IBM's purchase of asset and service management powerhouse MRO Software - hot on the heels of HP's Mercury acquisition - could signal a new chapter in the IT industry. After years of helping IT support a Rube Goldberg style infrastructure, the major vendors are hoping to give both IT and business honchos a broader view.
It's all about moving up the IT stack. That means the big boys want to sell products and services for soup-to-nuts IT management, capable of tying IT assets and projects to business goals. To accomplish that, both HP and IBM are turning to project and portfolio management, offering a 20,000-foot view that promises to couple business initiatives with IT governance.
For IBM, MRO fills out the Tivoli suite by adding the capability to monitor and provision physical assets. Meanwhile HP will lean on Mercury for portfolio management, which can facilitate business process re-engineering - and maybe jump-start HP's high-level consulting business to boot. These top-down approaches can provide companies with a greater measure of control over the whole shebang.

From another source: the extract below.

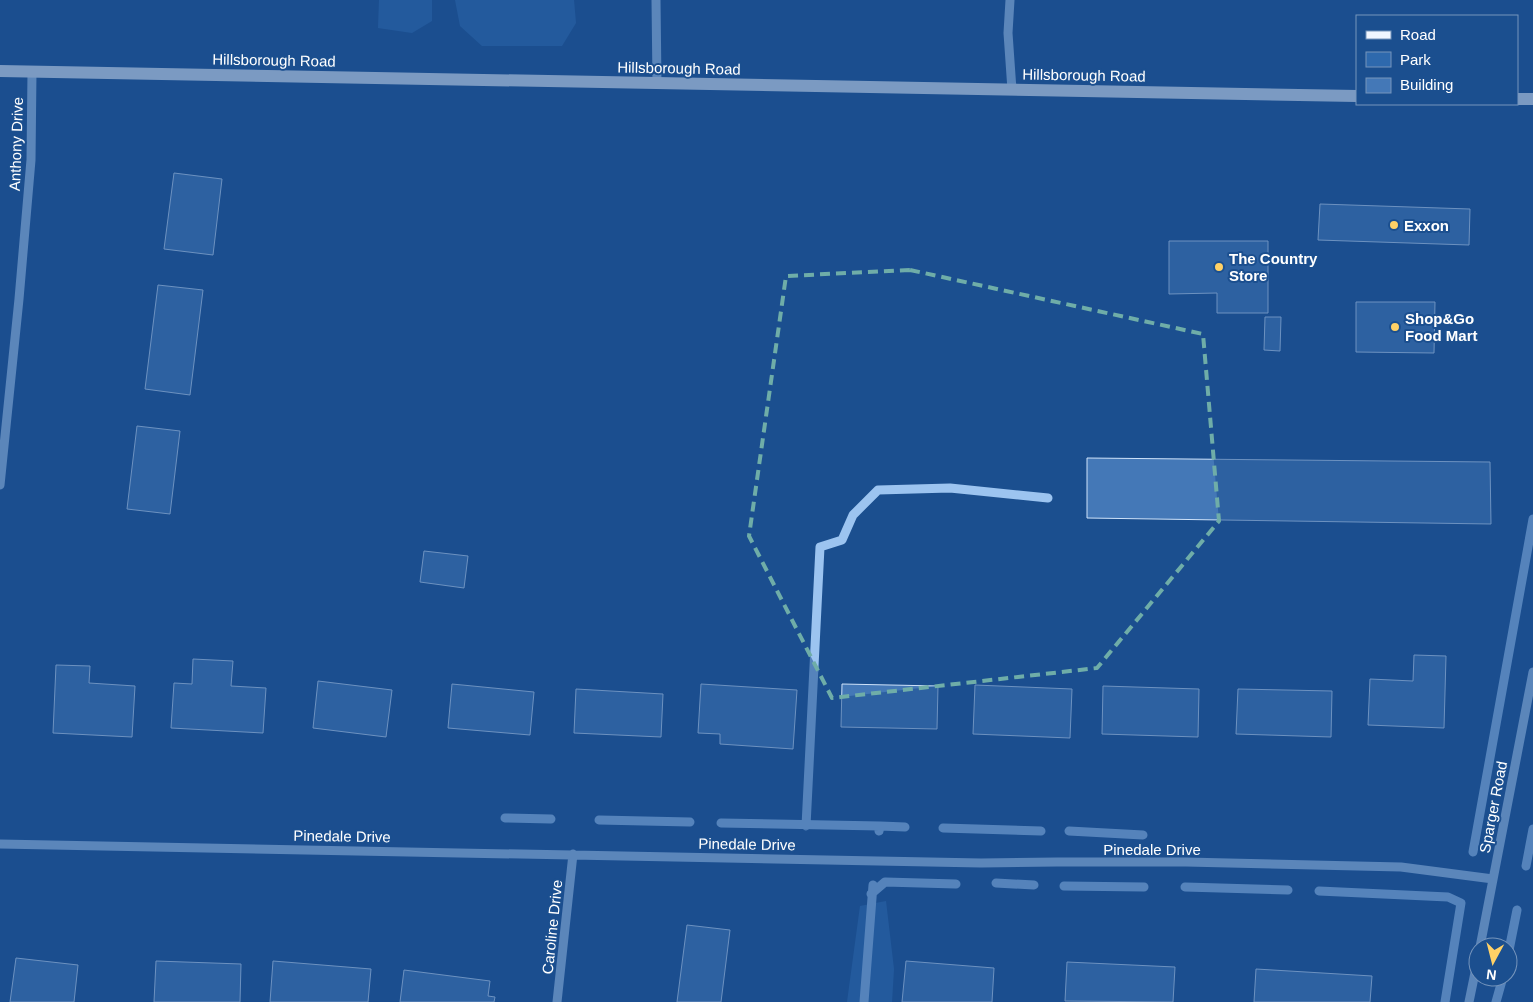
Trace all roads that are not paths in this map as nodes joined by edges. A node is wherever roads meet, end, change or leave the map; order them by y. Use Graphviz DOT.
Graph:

Surprisingly, vendors and their customers may even be in synch this time. "Run IT as a business" has emerged as a corporate mantra. And C-level management is pushing for greater control over, and visibility into, IT operations as a way to leapfrog the competition.
As HP senior VP Thomas Hogan said: "The CEO doesn't give you points for keeping servers up. That's dial tone. Your mission is to bring new applications and information and value-add to the lines of business to create competitive advantage."
Needless to say, HP and IBM will be only too happy to help.